This is because the way humans express empathy is also subject to cultural differences. How do you know you’re empathetic in a way that is culturally familiar to your foreign counterparts? Sadly, what looks like empathy to you might feel insincere to your team. I once saw how a genuinely empathetic North American manager got labelled as manipulative by his reports from some Southeast Asian cultures. Good “people skills” are intrinsically cultural, which means you can’t trust your gut when working with cross-cultural teams.

4: Embrace Small Talk and Instant Retrospectives

If you want to find a way to work with each individual team member, you must learn the cultural nuances of their behavior. You have to become infinitely curious about what makes them who they are. Small talk and instant retrospectives can help you with that.

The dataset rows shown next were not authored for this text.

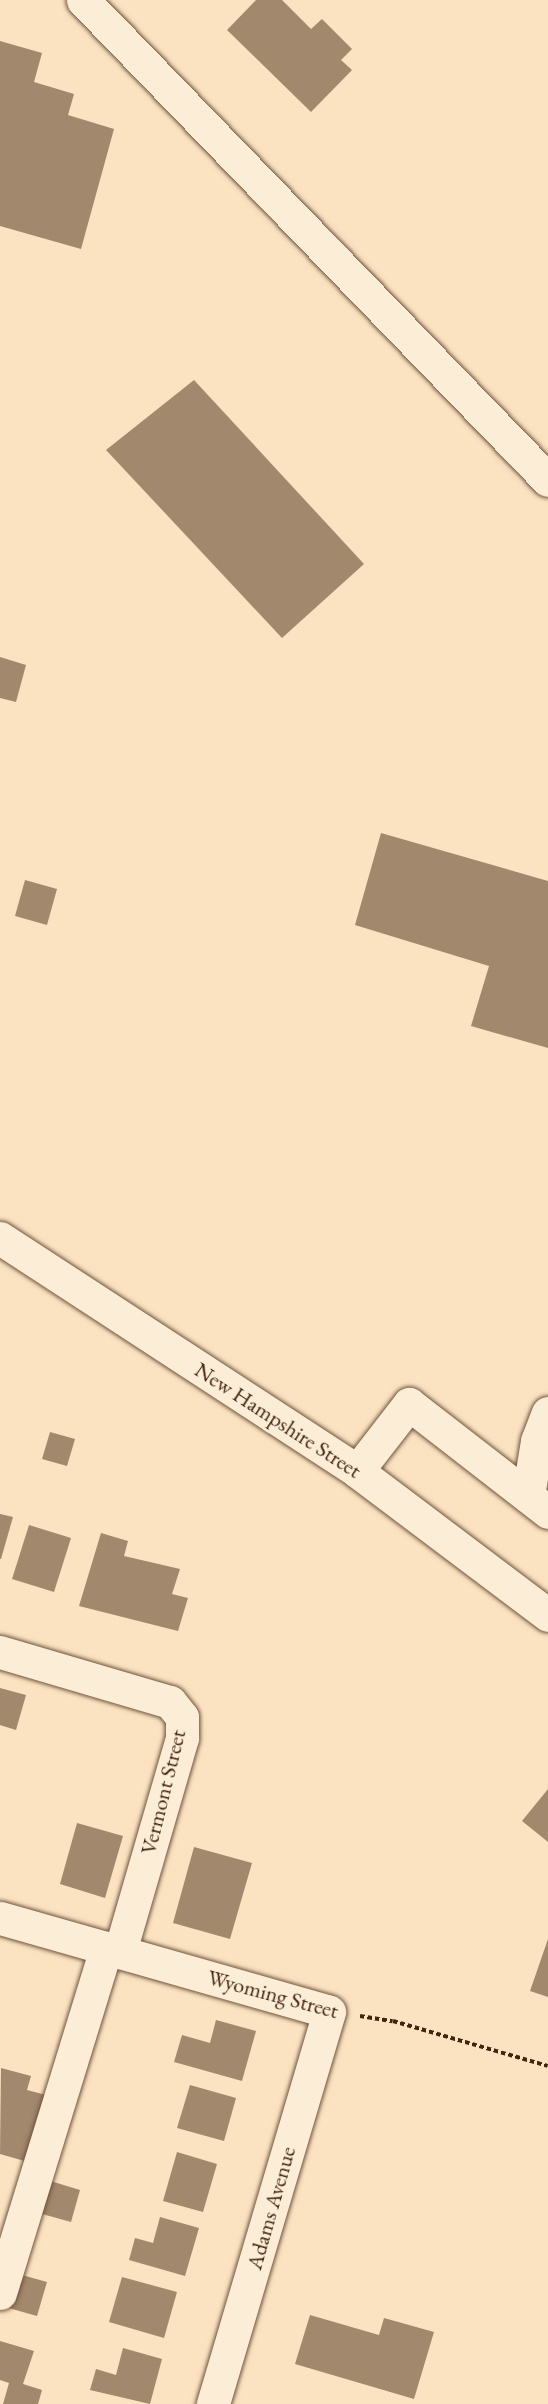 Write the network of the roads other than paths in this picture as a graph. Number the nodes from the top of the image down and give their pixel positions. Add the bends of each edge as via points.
1 (83, 0) edge
2 (548, 480) edge
3 (0, 1238) edge
4 (548, 1413) edge
5 (357, 1471) junction
6 (538, 1504) edge
7 (548, 1615) edge
8 (0, 1652) edge
9 (0, 1918) edge
10 (113, 1950) junction
11 (329, 2012) joint
12 (0, 2293) edge
13 (213, 2404) edge

1 - 2 street
3 - 5 street, New Hampshire Street
4 - 6 street via 537,1441
5 - 6 street via 409,1404
5 - 7 street, New Hampshire Street
8 - 10 street, Vermont Street via 170,1702 182,1717 182,1738
9 - 10 street, Wyoming Street
10 - 11 street, Wyoming Street
10 - 12 street, Vermont Street
11 - 13 street, Adams Avenue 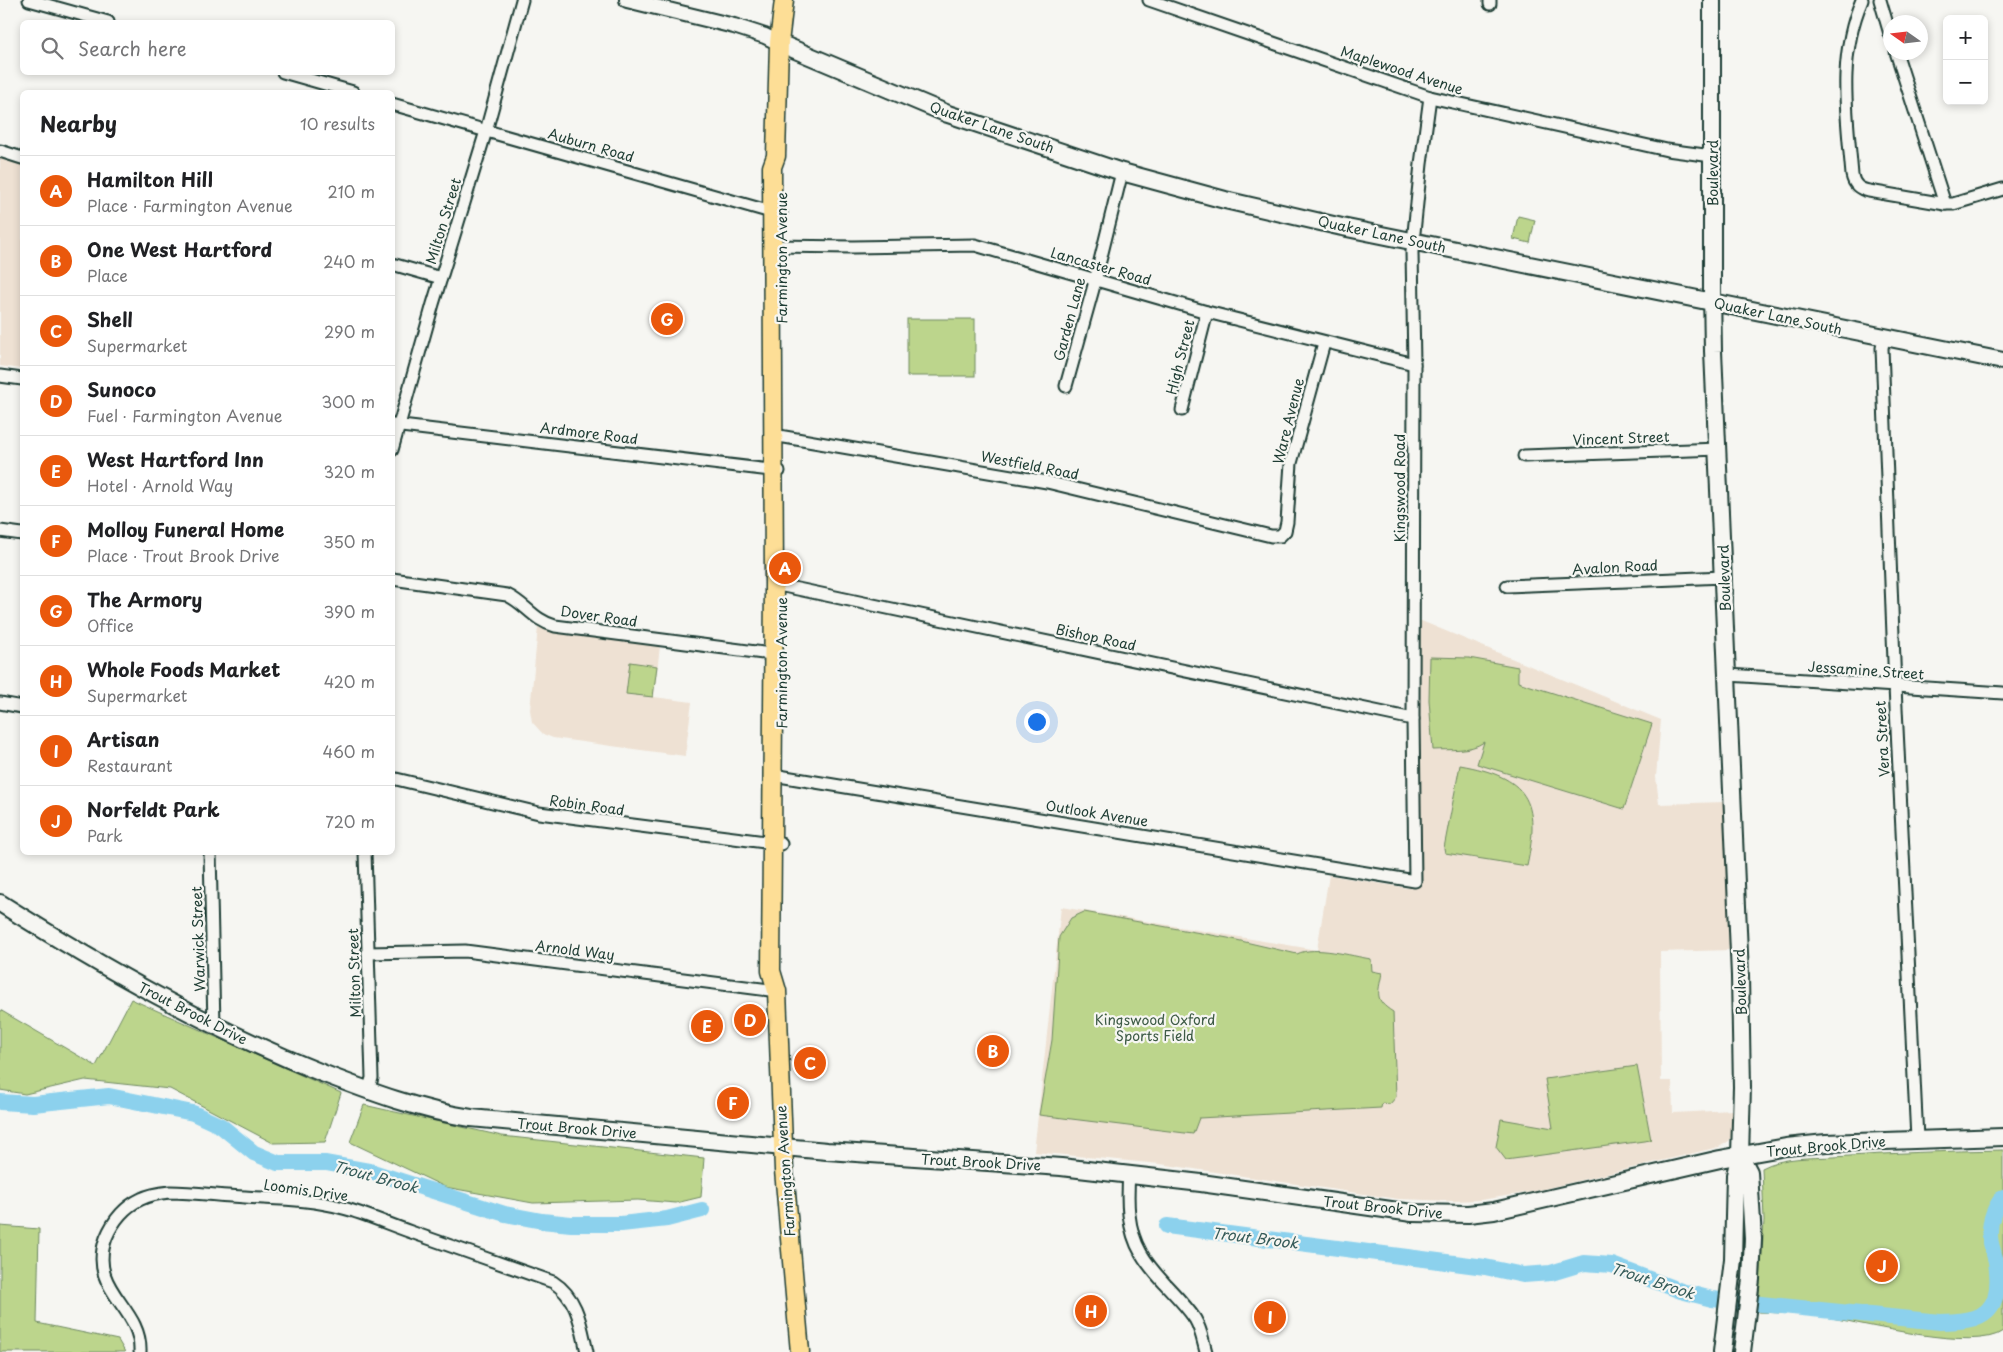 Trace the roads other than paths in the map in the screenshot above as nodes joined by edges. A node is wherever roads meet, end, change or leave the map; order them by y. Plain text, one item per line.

Frequent small talk gives you a natural way to absorb the communication patterns of your team mates subconsciously.

While you might be familiar about the appropriate way of engaging in small talk in your culture, you’ll have to experiment and find what works for your team. Some will respond better if you start a conversation with a joke, and some would simply love to talk about what they had for lunch. Frequent small talk gives you a natural way to absorb the communication patterns of your team mates subconsciously.

An instant retrospective, on the other hand, is a more formal tool. After every work meeting you could ask each team member two questions: “did this work for you?” and “how could I improve?”. You’ll be surprised how much genuine feedback you get, and how fast you’ll be able to improve.

5: Crack a Book Open

The reality is that you won’t succeed without some kind of training. For instance, psychoanalysts and counsellors who practise across cultures must be specially trained in cross-cultural empathy, otherwise they might end up hurting their clients. Same applies to all managers out there: you will need training, and reading 10 blog posts won’t magically make you a guru of cross-cultural leadership.

And even though not everyone will have an access to in-person classes and workshops, plenty of resources exist to give you the necessary skills. Some of these are:

Become a Cultural Chameleon

Product managers should be a cultural “glue” for the teams. In practice, this means that you must learn to change your communication and leadership styles multiple times a day. All of the above are much easier said than done, and I hope that as more product people become exposed to cross-cultural teams, they will share their observations and learnings on how we all could get better at working with people from different backgrounds.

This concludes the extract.